▶ _TASK DETAILS_
From the entries below, pull out each line where "State" appears.

▶ _DATA TO USE_
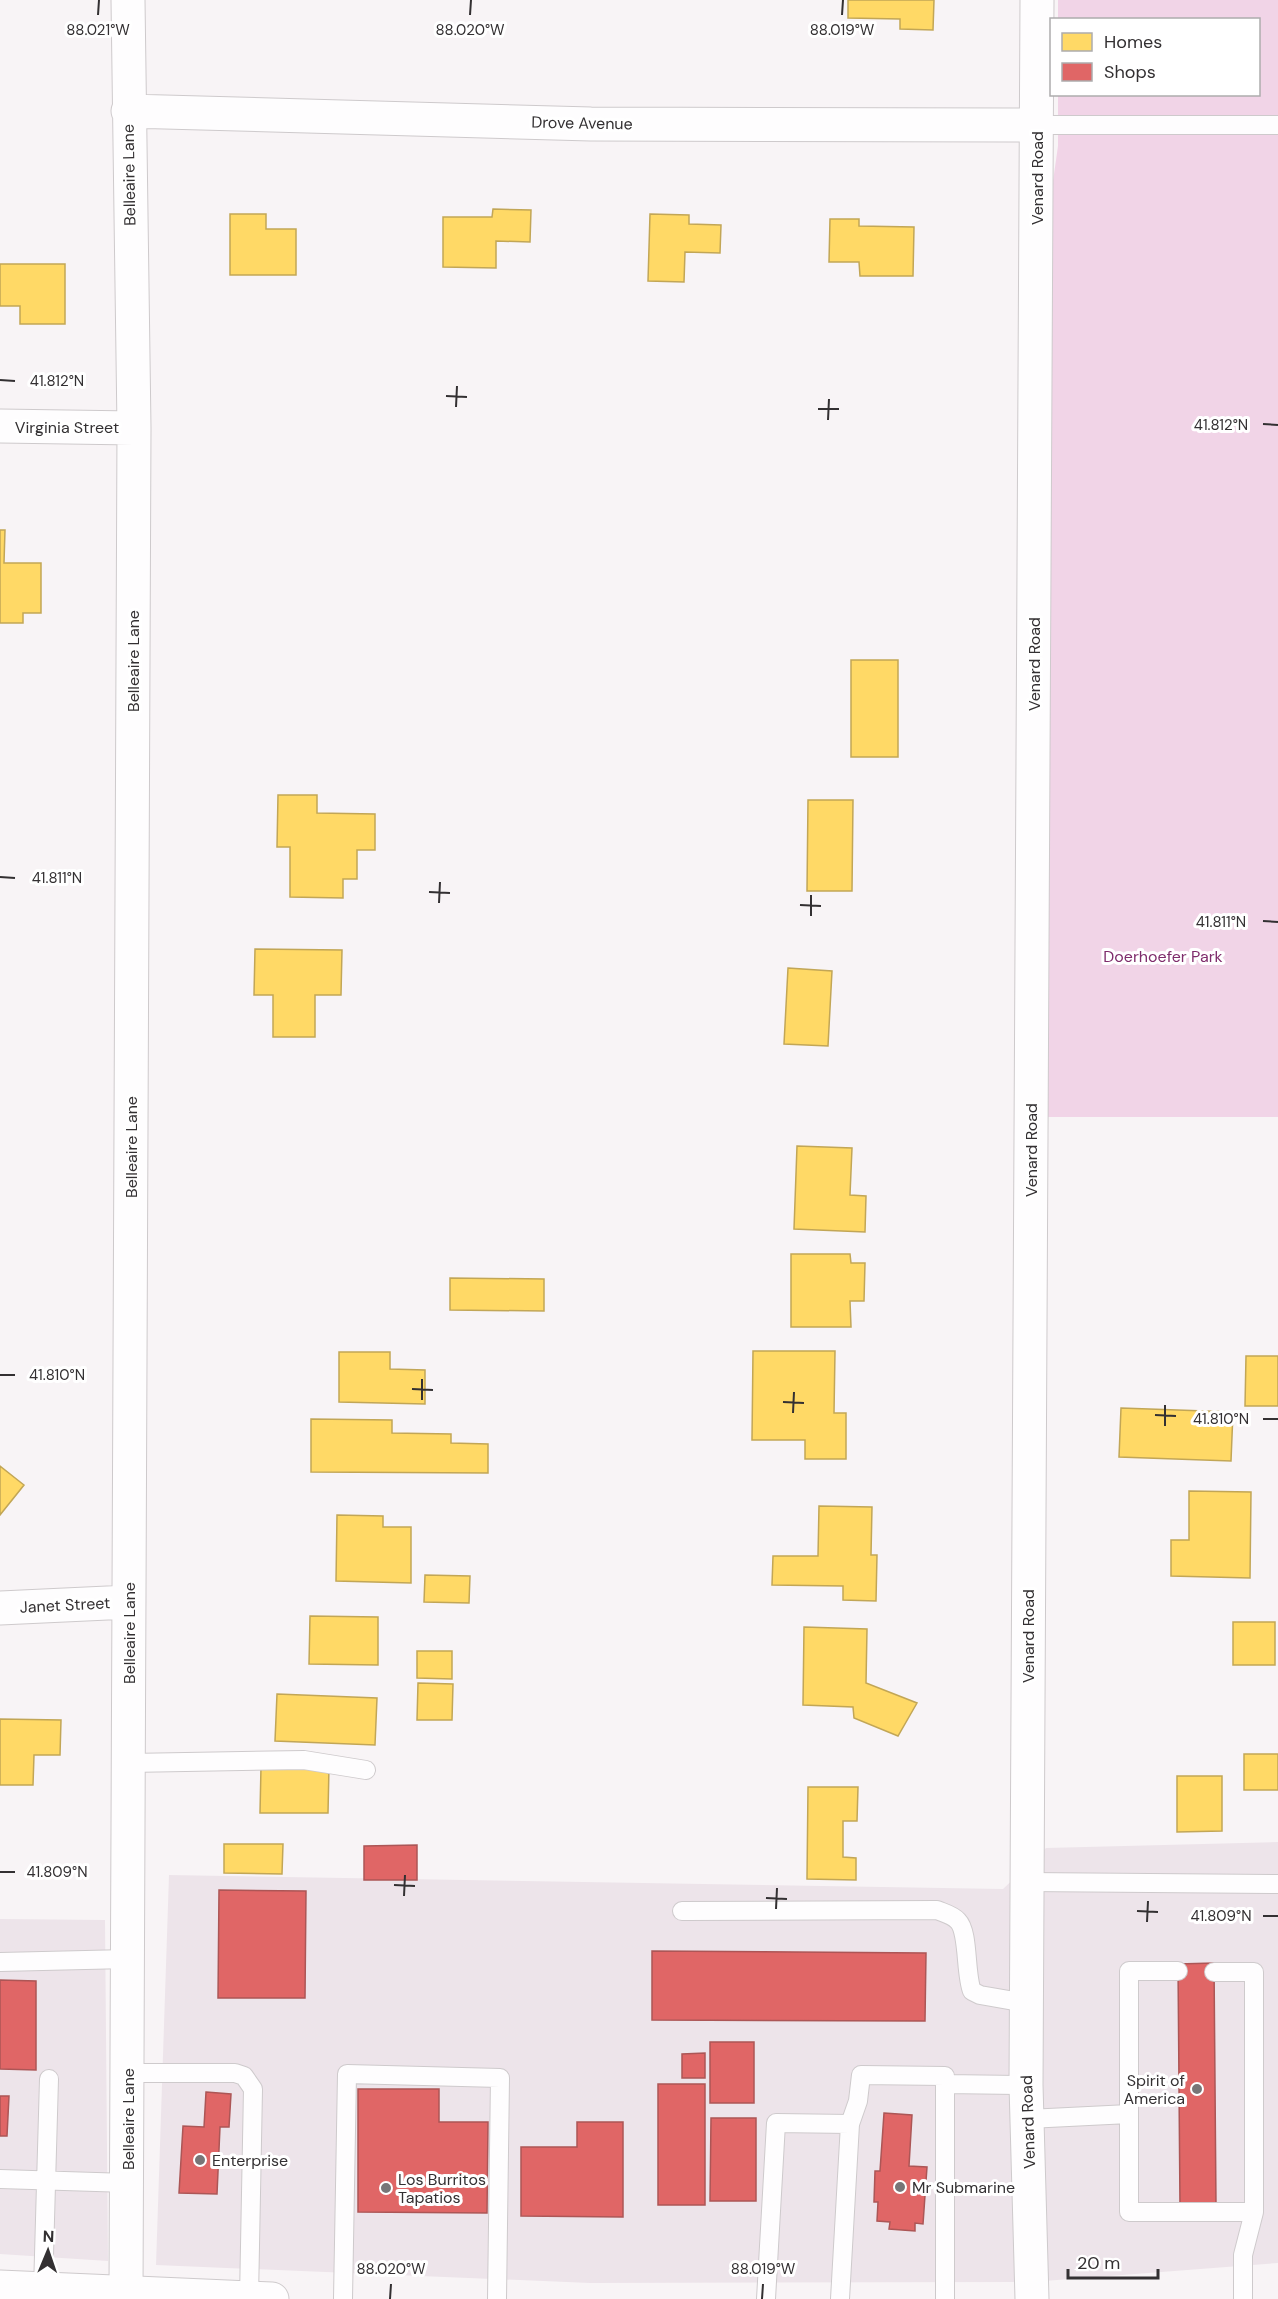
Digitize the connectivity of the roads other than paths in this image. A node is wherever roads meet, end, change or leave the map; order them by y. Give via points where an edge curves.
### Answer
1 (128, 0) edge
2 (1037, 0) edge
3 (128, 111) junction
4 (1037, 125) junction
5 (1278, 125) edge
6 (0, 426) edge
7 (134, 428) junction
8 (129, 1602) junction
9 (0, 1608) edge
10 (129, 1763) junction
11 (366, 1770) dead end
12 (1027, 1882) junction
13 (1278, 1884) edge
14 (682, 1911) dead end
15 (128, 1959) junction
16 (0, 1962) edge
17 (1178, 1971) dead end
18 (1214, 1972) dead end
19 (1026, 2003) junction
20 (128, 2073) junction
21 (49, 2079) dead end
22 (945, 2084) junction
23 (1026, 2085) junction
24 (1129, 2114) junction
25 (1028, 2119) junction
26 (850, 2124) junction
27 (0, 2179) edge
28 (45, 2181) junction
29 (128, 2183) junction
30 (1254, 2212) junction
31 (18, 2291) edge
32 (126, 2293) junction
33 (260, 2299) edge
34 (343, 2299) edge
35 (496, 2299) edge
36 (766, 2299) edge
37 (840, 2299) edge
38 (945, 2299) edge
39 (1032, 2299) edge
40 (1243, 2299) edge

1 - 3 street, Belleaire Lane
2 - 4 street, Venard Road
3 - 4 street, Drove Avenue via 591,124
3 - 7 street, Belleaire Lane
4 - 5 lane
4 - 12 street, Venard Road
6 - 7 street, Virginia Street
7 - 8 street, Belleaire Lane
8 - 9 street, Janet Street
8 - 10 street, Belleaire Lane
10 - 11 lane via 304,1760
10 - 15 street, Belleaire Lane
12 - 13 lane
12 - 19 street, Venard Road
14 - 19 lane via 937,1910 952,1916 963,1930 972,1991
15 - 16 lane
15 - 20 street, Belleaire Lane
17 - 24 lane via 1129,1971
18 - 30 lane via 1254,1972
19 - 23 street, Venard Road
20 - 29 street, Belleaire Lane
20 - 33 lane via 235,2073 250,2082
21 - 28 lane
22 - 23 lane
22 - 26 lane via 945,2076 861,2075
22 - 38 lane
23 - 25 street, Venard Road
24 - 25 lane
24 - 30 lane via 1129,2212
25 - 39 street, Venard Road
26 - 36 lane via 776,2124
26 - 37 lane
27 - 28 lane
28 - 29 lane
28 - 31 lane
29 - 32 street, Belleaire Lane
30 - 40 lane via 1243,2255
31 - 32 street
32 - 33 street
34 - 35 lane via 346,2074 500,2078

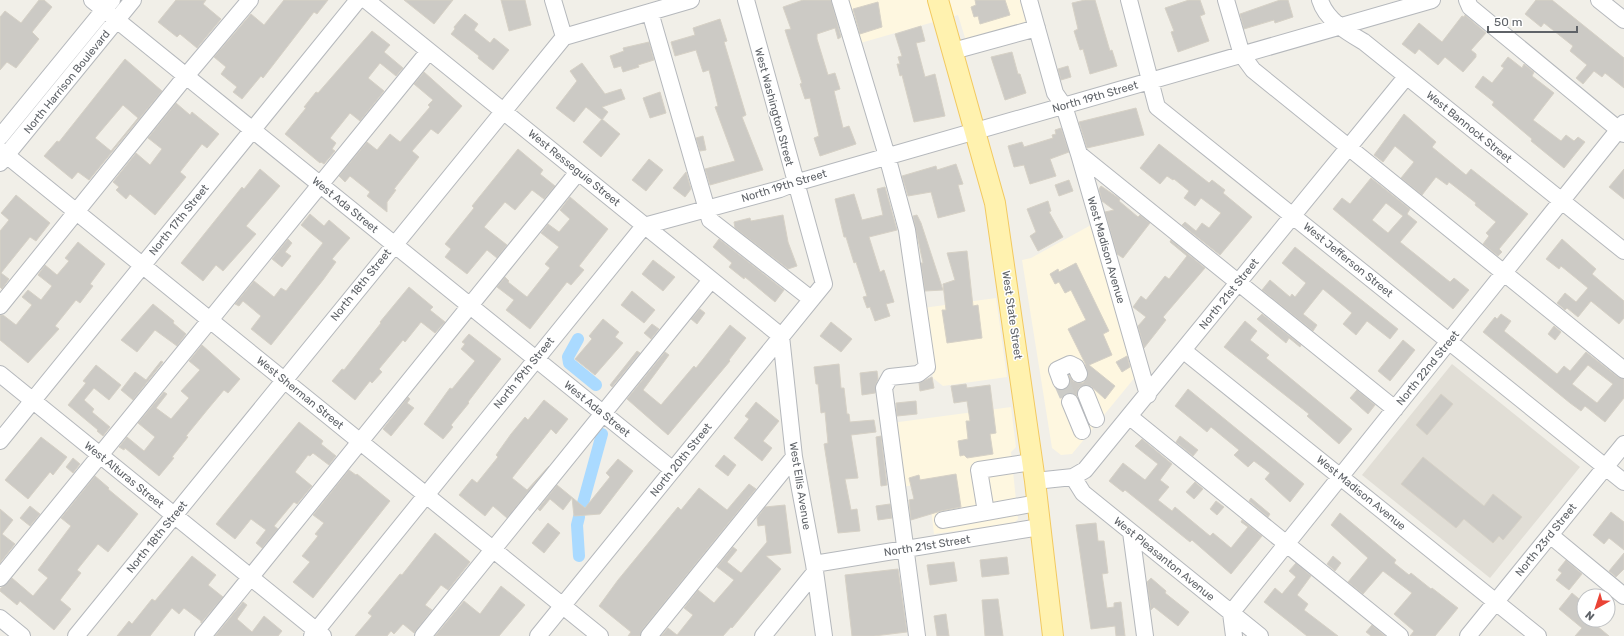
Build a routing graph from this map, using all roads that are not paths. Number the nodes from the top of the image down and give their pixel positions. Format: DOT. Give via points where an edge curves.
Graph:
graph roads {
  1 [pos="134,0"];
  2 [pos="250,0"];
  3 [pos="358,0"];
  4 [pos="366,0"];
  5 [pos="553,0"];
  6 [pos="690,0"];
  7 [pos="746,0"];
  8 [pos="840,0"];
  9 [pos="938,0"];
  10 [pos="1029,0"];
  11 [pos="1129,0"];
  12 [pos="1226,0"];
  13 [pos="1320,0"];
  14 [pos="1467,0"];
  15 [pos="1599,0"];
  16 [pos="1422,1"];
  17 [pos="102,3"];
  18 [pos="650,12"];
  19 [pos="117,20"];
  20 [pos="1624,20"];
  21 [pos="1339,27"];
  22 [pos="1037,28"];
  23 [pos="564,37"];
  24 [pos="429,51"];
  25 [pos="953,51"];
  26 [pos="1242,55"];
  27 [pos="186,76"];
  28 [pos="1406,77"];
  29 [pos="1150,81"];
  30 [pos="1064,106"];
  31 [pos="503,111"];
  32 [pos="1622,129"];
  33 [pos="253,130"];
  34 [pos="975,131"];
  35 [pos="0,137"];
  36 [pos="1348,147"];
  37 [pos="1078,154"];
  38 [pos="2,156"];
  39 [pos="887,156"];
  40 [pos="578,172"];
  41 [pos="795,183"];
  42 [pos="321,185"];
  43 [pos="1562,201"];
  44 [pos="706,208"];
  45 [pos="77,212"];
  46 [pos="1292,215"];
  47 [pos="644,226"];
  48 [pos="394,244"];
  49 [pos="1624,251"];
  50 [pos="143,265"];
  51 [pos="1504,273"];
  52 [pos="711,280"];
  53 [pos="1238,282"];
  54 [pos="824,284"];
  55 [pos="812,299"];
  56 [pos="470,305"];
  57 [pos="0,306"];
  58 [pos="210,319"];
  59 [pos="781,336"];
  60 [pos="1449,341"];
  61 [pos="1184,351"];
  62 [pos="536,359"];
  63 [pos="1624,370"];
  64 [pos="0,374"];
  65 [pos="1079,374"];
  66 [pos="1059,376"];
  67 [pos="284,380"];
  68 [pos="1086,394"];
  69 [pos="1148,395"];
  70 [pos="33,401"];
  71 [pos="1070,402"];
  72 [pos="1395,408"];
  73 [pos="603,414"];
  74 [pos="1130,417"];
  75 [pos="1096,419"];
  76 [pos="1082,431"];
  77 [pos="0,441"];
  78 [pos="360,441"];
  79 [pos="1624,444"];
  80 [pos="100,456"];
  81 [pos="794,457"];
  82 [pos="1605,467"];
  83 [pos="673,470"];
  84 [pos="1033,472"];
  85 [pos="1073,477"];
  86 [pos="1340,477"];
  87 [pos="1624,482"];
  88 [pos="426,494"];
  89 [pos="1037,503"];
  90 [pos="990,511"];
  91 [pos="174,516"];
  92 [pos="943,520"];
  93 [pos="1040,527"];
  94 [pos="1131,532"];
  95 [pos="1000,534"];
  96 [pos="1550,535"];
  97 [pos="1287,544"];
  98 [pos="493,549"];
  99 [pos="906,549"];
  100 [pos="814,568"];
  101 [pos="250,577"];
  102 [pos="0,578"];
  103 [pos="1624,596"];
  104 [pos="1496,602"];
  105 [pos="563,606"];
  106 [pos="1231,613"];
  107 [pos="0,618"];
  108 [pos="317,634"];
  109 [pos="22,636"];
  110 [pos="76,636"];
  111 [pos="203,636"];
  112 [pos="423,636"];
  113 [pos="538,636"];
  114 [pos="600,636"];
  115 [pos="649,636"];
  116 [pos="762,636"];
  117 [pos="824,636"];
  118 [pos="917,636"];
  119 [pos="1053,636"];
  120 [pos="1145,636"];
  121 [pos="1234,636"];
  122 [pos="1260,636"];
  123 [pos="1400,636"];
  124 [pos="1468,636"];
  125 [pos="1538,636"];
  1 -- 19 [label="street, North Harrison Boulevard"];
  2 -- 27 [label="street"];
  3 -- 33 [label="street, North 17th Street"];
  4 -- 24 [label="street, West Resseguie Street"];
  5 -- 23 [label="street"];
  6 -- 18 [label="street"];
  7 -- 41 [label="street, West Washington Street"];
  8 -- 39 [label="street"];
  9 -- 25 [label="main road, West State Street"];
  10 -- 22 [label="street, West Madison Avenue"];
  11 -- 29 [label="street, West Jefferson Street"];
  12 -- 26 [label="street"];
  13 -- 21 [label="street, West Bannock Street"];
  14 -- 32 [label="street" via="1470,7"];
  15 -- 20 [label="street"];
  16 -- 21 [label="street, North 19th Street"];
  17 -- 19 [label="street, West Ada Street"];
  17 -- 35 [label="street, North Harrison Boulevard"];
  18 -- 23 [label="street"];
  18 -- 44 [label="street"];
  19 -- 27 [label="street, West Ada Street"];
  19 -- 38 [label="street, North Harrison Boulevard"];
  21 -- 26 [label="street, North 19th Street"];
  21 -- 28 [label="street, West Bannock Street" via="1364,42"];
  22 -- 25 [label="street"];
  22 -- 30 [label="street, West Madison Avenue" via="1055,93"];
  23 -- 31 [label="street, North 18th Street"];
  24 -- 31 [label="street, West Resseguie Street"];
  24 -- 42 [label="street"];
  25 -- 34 [label="main road, West State Street"];
  26 -- 29 [label="street, North 19th Street"];
  26 -- 36 [label="street" via="1252,70"];
  27 -- 33 [label="street, West Ada Street"];
  27 -- 45 [label="street"];
  28 -- 36 [label="street, North 21st Street"];
  28 -- 43 [label="street, West Bannock Street"];
  29 -- 30 [label="street, North 19th Street"];
  29 -- 46 [label="street, West Jefferson Street" via="1157,107"];
  30 -- 34 [label="street, North 19th Street"];
  30 -- 37 [label="street, West Madison Avenue"];
  31 -- 40 [label="street, West Resseguie Street"];
  31 -- 48 [label="street, North 18th Street"];
  32 -- 43 [label="street, North 22nd Street"];
  33 -- 42 [label="street, West Ada Street"];
  33 -- 50 [label="street, North 17th Street"];
  34 -- 39 [label="street, North 19th Street"];
  34 -- 84 [label="main road, West State Street" via="995,203"];
  36 -- 46 [label="street, North 21st Street"];
  36 -- 51 [label="street"];
  37 -- 53 [label="street"];
  37 -- 69 [label="street, West Madison Avenue"];
  38 -- 45 [label="street, West Sherman Street"];
  39 -- 41 [label="street, North 19th Street"];
  39 -- 99 [label="street" via="907,230 927,366 918,374 890,378 884,388"];
  40 -- 47 [label="street, West Resseguie Street"];
  40 -- 56 [label="street"];
  41 -- 44 [label="street, North 19th Street"];
  41 -- 54 [label="street, West Washington Street"];
  42 -- 48 [label="street, West Ada Street"];
  42 -- 58 [label="street"];
  43 -- 49 [label="street, West Bannock Street"];
  43 -- 51 [label="street, North 22nd Street"];
  44 -- 47 [label="street, North 19th Street"];
  44 -- 55 [label="street" via="710,220"];
  45 -- 50 [label="street, West Sherman Street"];
  45 -- 57 [label="street"];
  46 -- 53 [label="street, North 21st Street"];
  46 -- 60 [label="street, West Jefferson Street"];
  47 -- 52 [label="street, West Resseguie Street"];
  47 -- 62 [label="street, North 19th Street"];
  48 -- 56 [label="street, West Ada Street"];
  48 -- 67 [label="street, North 18th Street"];
  50 -- 58 [label="street, West Sherman Street"];
  50 -- 70 [label="street, North 17th Street"];
  51 -- 60 [label="street, North 22nd Street"];
  51 -- 63 [label="street"];
  52 -- 59 [label="street, West Resseguie Street"];
  52 -- 73 [label="street"];
  53 -- 61 [label="street, North 21st Street"];
  53 -- 72 [label="street"];
  54 -- 55 [label="street, North 20th Street"];
  55 -- 59 [label="street, North 20th Street"];
  56 -- 62 [label="street, West Ada Street"];
  56 -- 78 [label="street"];
  58 -- 67 [label="street, West Sherman Street"];
  58 -- 80 [label="street"];
  59 -- 81 [label="street, West Ellis Avenue"];
  59 -- 83 [label="street, North 20th Street"];
  60 -- 72 [label="street, North 22nd Street"];
  60 -- 82 [label="street, West Jefferson Street"];
  61 -- 69 [label="street, North 21st Street"];
  61 -- 86 [label="street, West Madison Avenue"];
  62 -- 73 [label="street, West Ada Street"];
  62 -- 88 [label="street, North 19th Street"];
  64 -- 70 [label="street, West Alturas Street"];
  65 -- 66 [label="street" via="1073,364"];
  67 -- 78 [label="street, West Sherman Street"];
  67 -- 91 [label="street, North 18th Street"];
  68 -- 75 [label="street"];
  69 -- 74 [label="street, North 21st Street"];
  70 -- 77 [label="street, North 17th Street"];
  70 -- 80 [label="street, West Alturas Street"];
  71 -- 76 [label="street"];
  72 -- 86 [label="street, North 22nd Street"];
  73 -- 83 [label="street, West Ada Street"];
  73 -- 98 [label="street"];
  74 -- 85 [label="street, North 21st Street" via="1085,470"];
  74 -- 97 [label="street"];
  78 -- 88 [label="street, West Sherman Street"];
  78 -- 101 [label="street"];
  79 -- 82 [label="street, North 23rd Street"];
  80 -- 91 [label="street, West Alturas Street"];
  80 -- 102 [label="street"];
  81 -- 100 [label="street, West Ellis Avenue"];
  81 -- 115 [label="street"];
  82 -- 87 [label="street, West Jefferson Street"];
  82 -- 96 [label="street, North 23rd Street"];
  83 -- 105 [label="street, North 20th Street"];
  84 -- 85 [label="street"];
  84 -- 89 [label="main road, West State Street"];
  84 -- 90 [label="street" via="979,470"];
  85 -- 94 [label="street, West Pleasanton Avenue" via="1083,493"];
  86 -- 97 [label="street, North 22nd Street"];
  86 -- 104 [label="street, West Madison Avenue"];
  88 -- 98 [label="street, West Sherman Street"];
  88 -- 108 [label="street, North 19th Street"];
  89 -- 90 [label="street"];
  89 -- 93 [label="main road, West State Street"];
  90 -- 92 [label="street"];
  90 -- 95 [label="street"];
  91 -- 101 [label="street, West Alturas Street"];
  91 -- 110 [label="street, North 18th Street"];
  93 -- 95 [label="street, North 21st Street"];
  93 -- 119 [label="main road, West State Street"];
  94 -- 106 [label="street, West Pleasanton Avenue"];
  94 -- 120 [label="street"];
  95 -- 99 [label="street, North 21st Street"];
  96 -- 103 [label="street"];
  96 -- 104 [label="street, North 23rd Street"];
  97 -- 106 [label="street, North 22nd Street"];
  97 -- 123 [label="street"];
  98 -- 105 [label="street, West Sherman Street"];
  98 -- 112 [label="street"];
  99 -- 100 [label="street, North 21st Street"];
  99 -- 118 [label="street"];
  100 -- 116 [label="street"];
  100 -- 117 [label="street, West Ellis Avenue"];
  101 -- 108 [label="street, West Alturas Street"];
  101 -- 111 [label="street"];
  104 -- 124 [label="street, North 23rd Street"];
  104 -- 125 [label="street, West Madison Avenue"];
  105 -- 113 [label="street, North 20th Street"];
  105 -- 114 [label="street, West Sherman Street"];
  106 -- 121 [label="street"];
  106 -- 122 [label="street, West Pleasanton Avenue"];
  107 -- 109 [label="street"];
}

▶ _RESPONSE TO THIS TASK_
  9 -- 25 [label="main road, West State Street"];
  25 -- 34 [label="main road, West State Street"];
  34 -- 84 [label="main road, West State Street" via="995,203"];
  84 -- 89 [label="main road, West State Street"];
  89 -- 93 [label="main road, West State Street"];
  93 -- 119 [label="main road, West State Street"];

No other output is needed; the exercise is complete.